I have taken into account that the Appellant is currently a house husband. However, I find that this is likely to be as a result of his status here an inability to seek employment. I accept that TT has health problems as evidenced by the correspondence from a consultant. I find that this has an impact on her ability to live life to the full. Her condition makes her lethargic. I am not prepared to speculate about a future prognosis in the absence of a medical report. The evidence is that she is able to run a business. Whilst raising a child singlehandedly would no doubt cause difficulties for her, she has managed to do so previously whilst running a business at a time when L was younger (when arguably her demands were greater) whilst the Appellant was in custody between November 2014 and August 2015. Whilst I accept that life as a single parent would not be easy for her, she has done it previously and it is reasonable to infer that she has friends (friends of the family were identified by both the Appellant and TT to the social worker) that are able and willing to assist her. It is reasonable to infer from the evidence that she could employ someone to arrange cover in the workplace to enable her to take over childcare responsibilities. There was no evidence before me about her business structure or hours worked. I have drawn reasonable inferences from the evidence before me.
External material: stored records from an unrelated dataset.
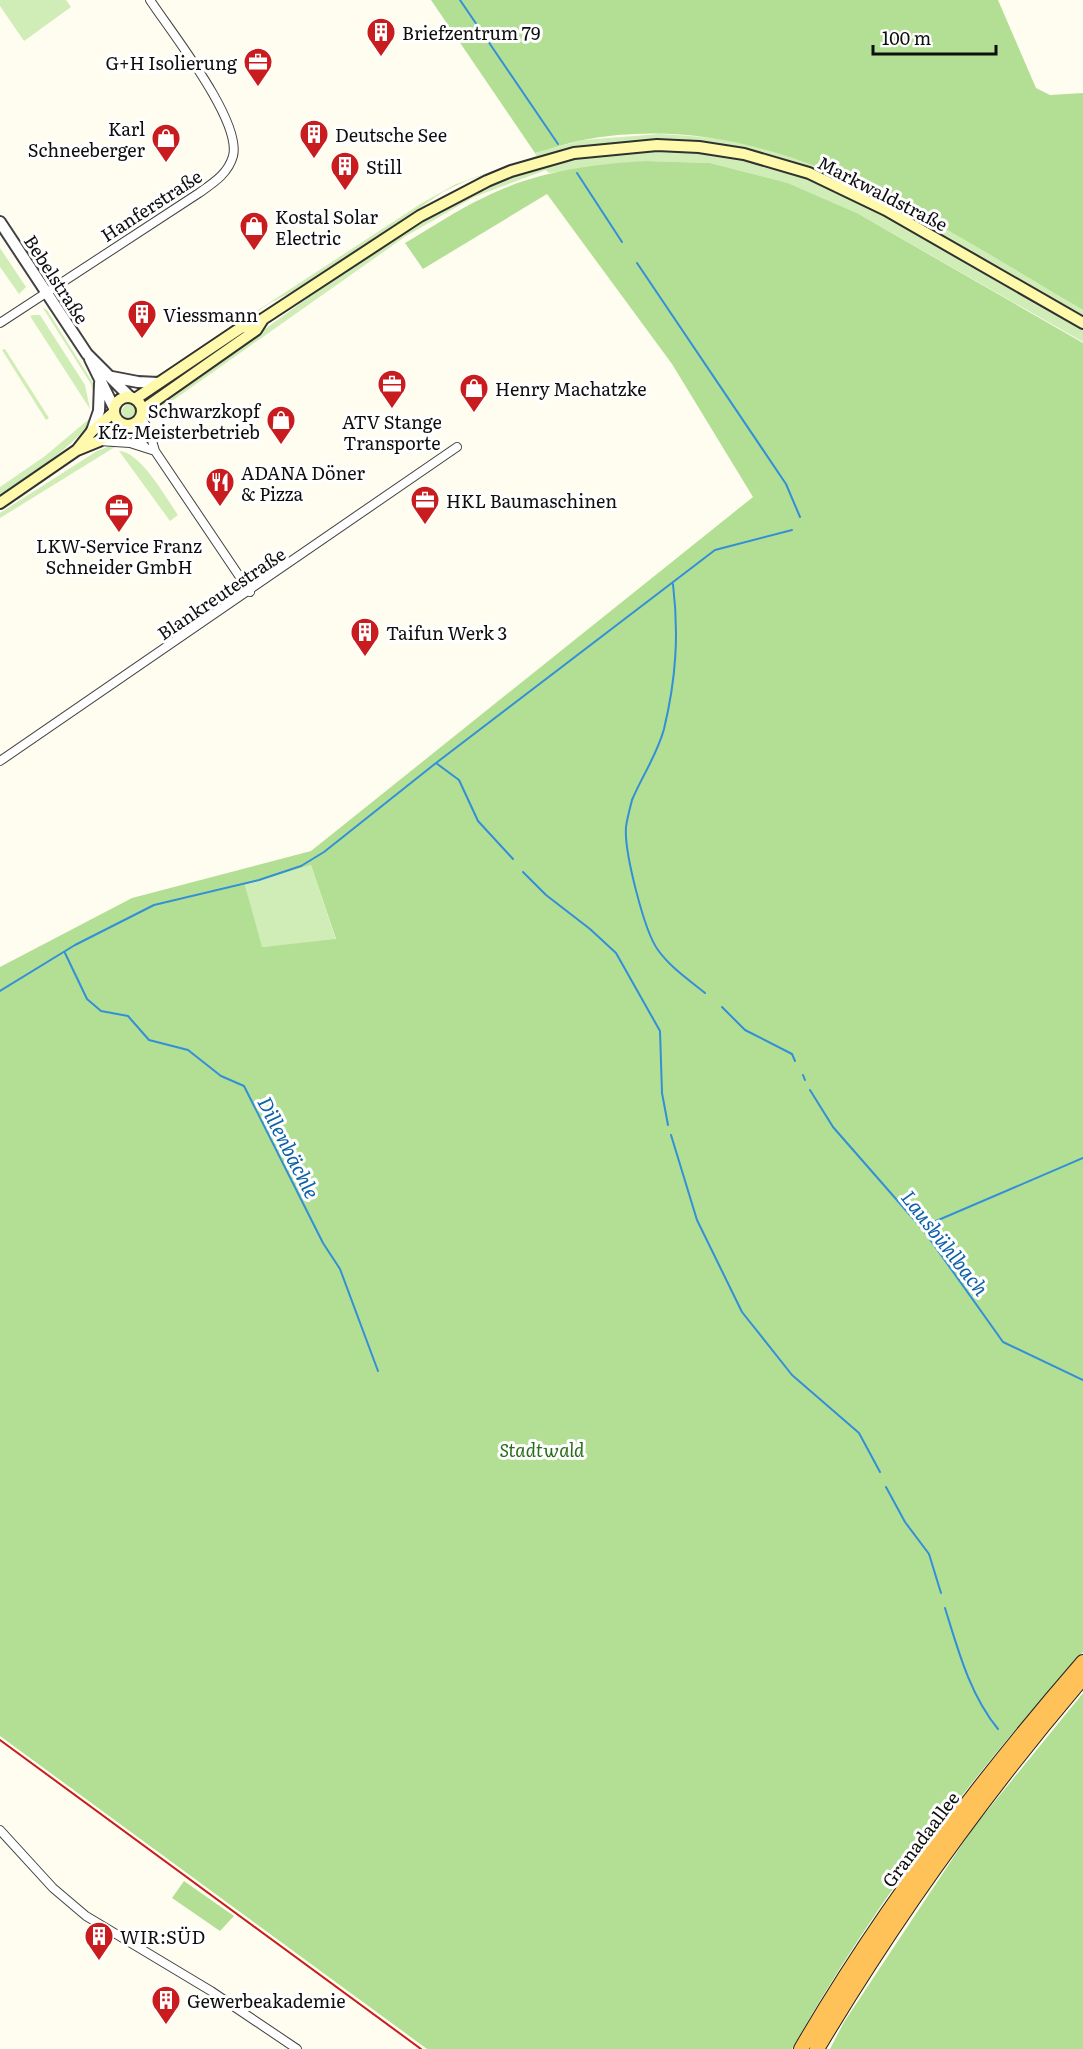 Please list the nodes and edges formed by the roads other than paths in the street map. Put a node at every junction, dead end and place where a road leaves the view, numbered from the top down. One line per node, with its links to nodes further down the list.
1 (150, 0): 3 (street, Hanferstraße)
2 (0, 222): 3 (street, Bebelstraße)
3 (46, 291): 5 (street, Hanferstraße); 7 (street, Bebelstraße)
4 (262, 319): 6 (main road, Markwaldstraße); 10 (main road, Markwaldstraße); 13 (main road, Markwaldstraße)
5 (0, 323)
6 (1083, 323)
7 (87, 354): 8 (street, Bebelstraße); 9 (street, Bebelstraße)
8 (112, 377): 10 (street); 11 (street, Bebelstraße)
9 (100, 382): 12 (street, Bebelstraße); 15 (street)
10 (158, 383): 11 (main road, Markwaldstraße)
11 (132, 398): 12 (main road, Markwaldstraße); 13 (main road)
12 (114, 410): 14 (main road); 15 (main road)
13 (141, 414): 14 (main road, Markwaldstraße); 19 (street)
14 (125, 425): 16 (main road); 19 (street)
15 (92, 431): 18 (main road)
16 (99, 441): 18 (main road); 19 (street)
17 (457, 447): 21 (street, Blankreutestraße)
18 (77, 450): 20 (main road)
19 (151, 450): 21 (street)
20 (0, 503)
21 (250, 592): 22 (street, Blankreutestraße)
22 (0, 761)
23 (1083, 1662): 27 (highway, Granadaallee)
24 (1083, 1678): 28 (highway, Granadaallee)
25 (0, 1830): 26 (street)
26 (297, 2049)
27 (801, 2049)
28 (817, 2049)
There is in this case no doubt whatsoever that L and the Appellant are in a genuine and subsisting parental relationship. The social worker has prepared a thorough and properly resourced report. She has impressive credentials. There is no reason not to attach weight to her professional opinions. There is no challenge to her best interest's assessment. However, her conclusions do not simply address what is in L's best interests, it is a far more nuanced than that. I attach weight to the social worker's conclusions when considering whether separation of the family would be unduly harsh.
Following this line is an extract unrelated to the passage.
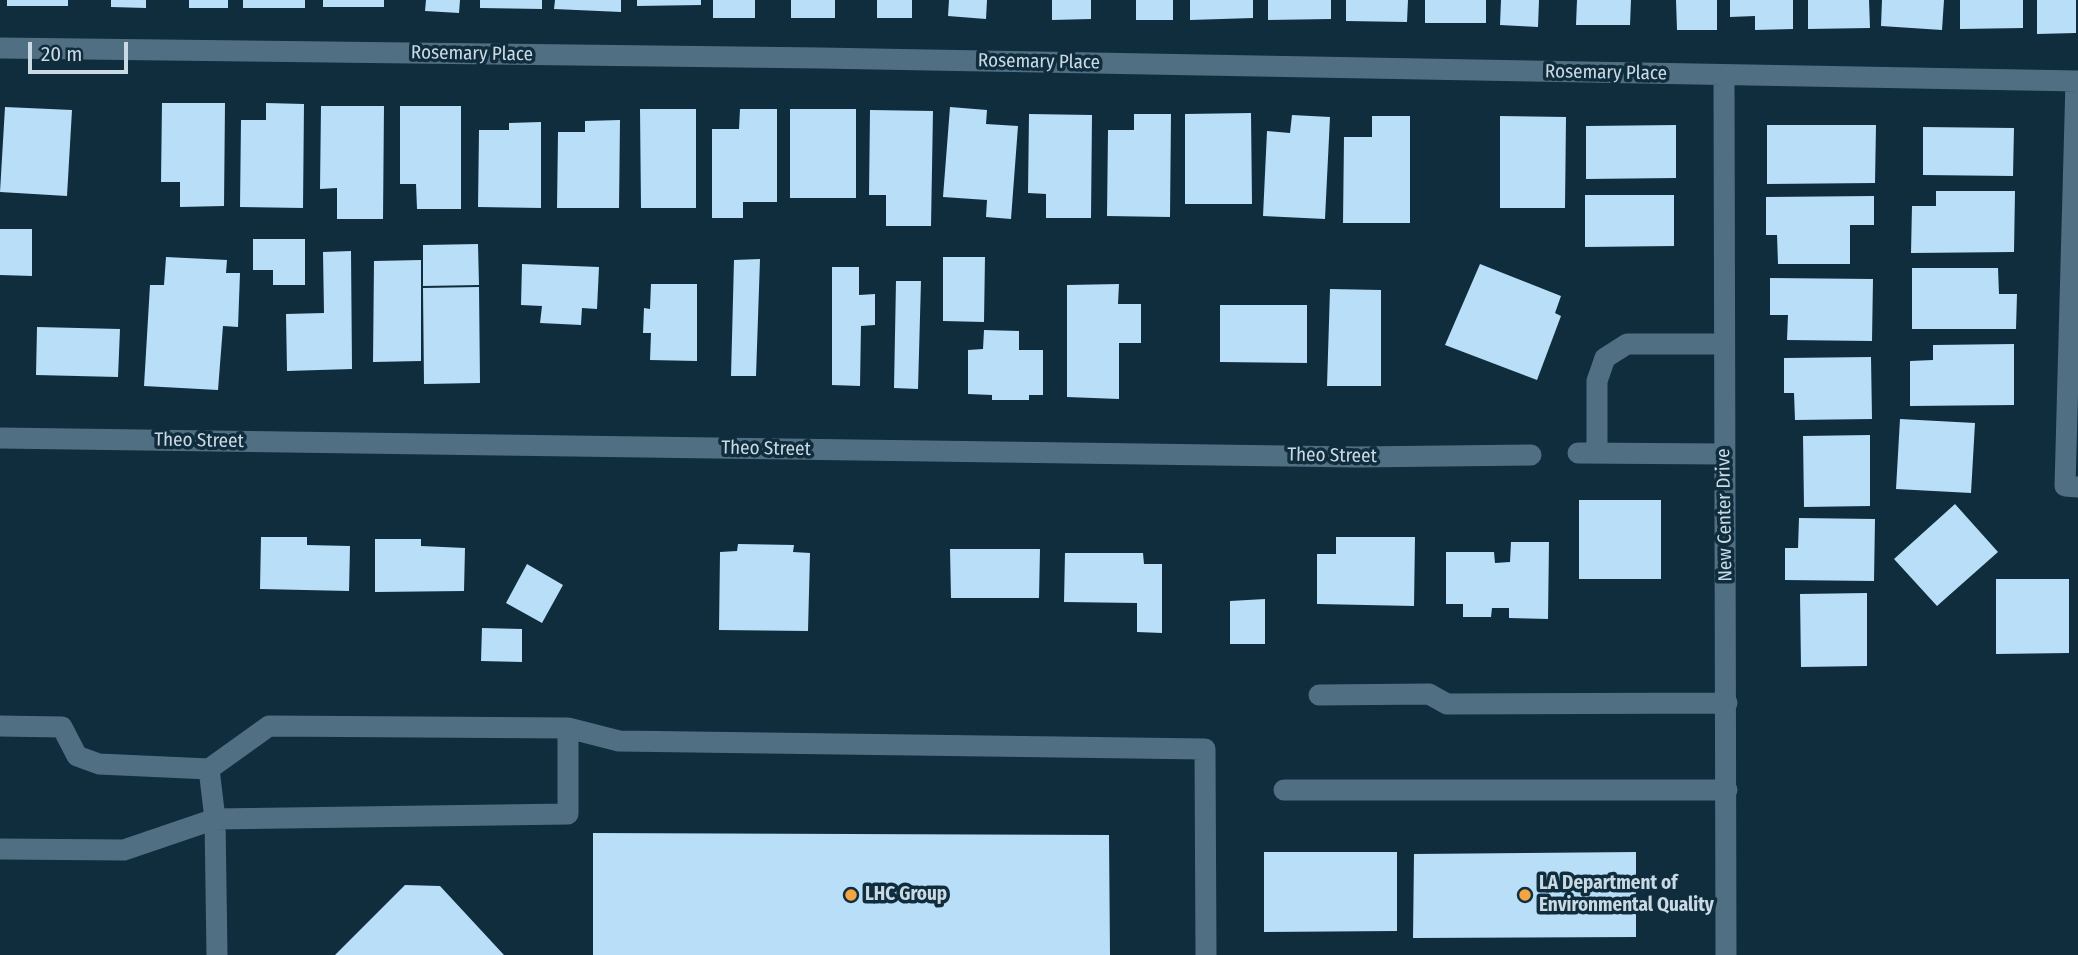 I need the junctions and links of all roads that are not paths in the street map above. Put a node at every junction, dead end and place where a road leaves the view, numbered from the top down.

The social worker has concluded that deportation would leave L at risk of emotional harm. The challenge to her evidence was that her findings about harm caused to L were speculative. I engage with this submission. Much of the assessment of the social worker concerns the situation of a child losing a primary attachment, in this case a daughter losing a father. Some of the conclusions are generic and is not evidence that meets the elevated threshold. However, I accept Mr Malik's submission that one of the factors that make this case unusual is that L does not have a relationship with her biological father. L has already lost a father and it is this factor that makes this case unusual. Her biological father is absent from her life. This is a matter to which the social worker attached weight. L has effectively already lost a parent. A proper reading of the report and its conclusions makes it clear that the social worker's more far reaching conclusions concerning L suffering emotional harm were made against this background. I have attached weight to the social worker's experience, that the report is properly resourced and that there is no challenge of significance to the social worker's professional ability. Whilst TT's health, economic factors and the reality of being a single parent do not nearly, alone or together, amount to unduly harsh, cumulatively considered together with the compelling evidence of the social worker these factors reach the high threshold required to meet the elevated test. I conclude that the impact of the Appellant's deportation would be unduly harsh on L.
Therefore, the appeal is allowed on Article 8 grounds.
Notice of Decision
The appeal is allowed.
Direction Regarding Anonymity - Rule 14 of the Tribunal Procedure (Upper Tribunal) Rules 2008
Unless and until a Tribunal or court directs otherwise, the Appellant is granted anonymity. No report of these proceedings shall directly or indirectly identify him or any member of his family. This direction applies both to the Appellant and to the Respondent. Failure to comply with this direction could lead to contempt of court proceedings.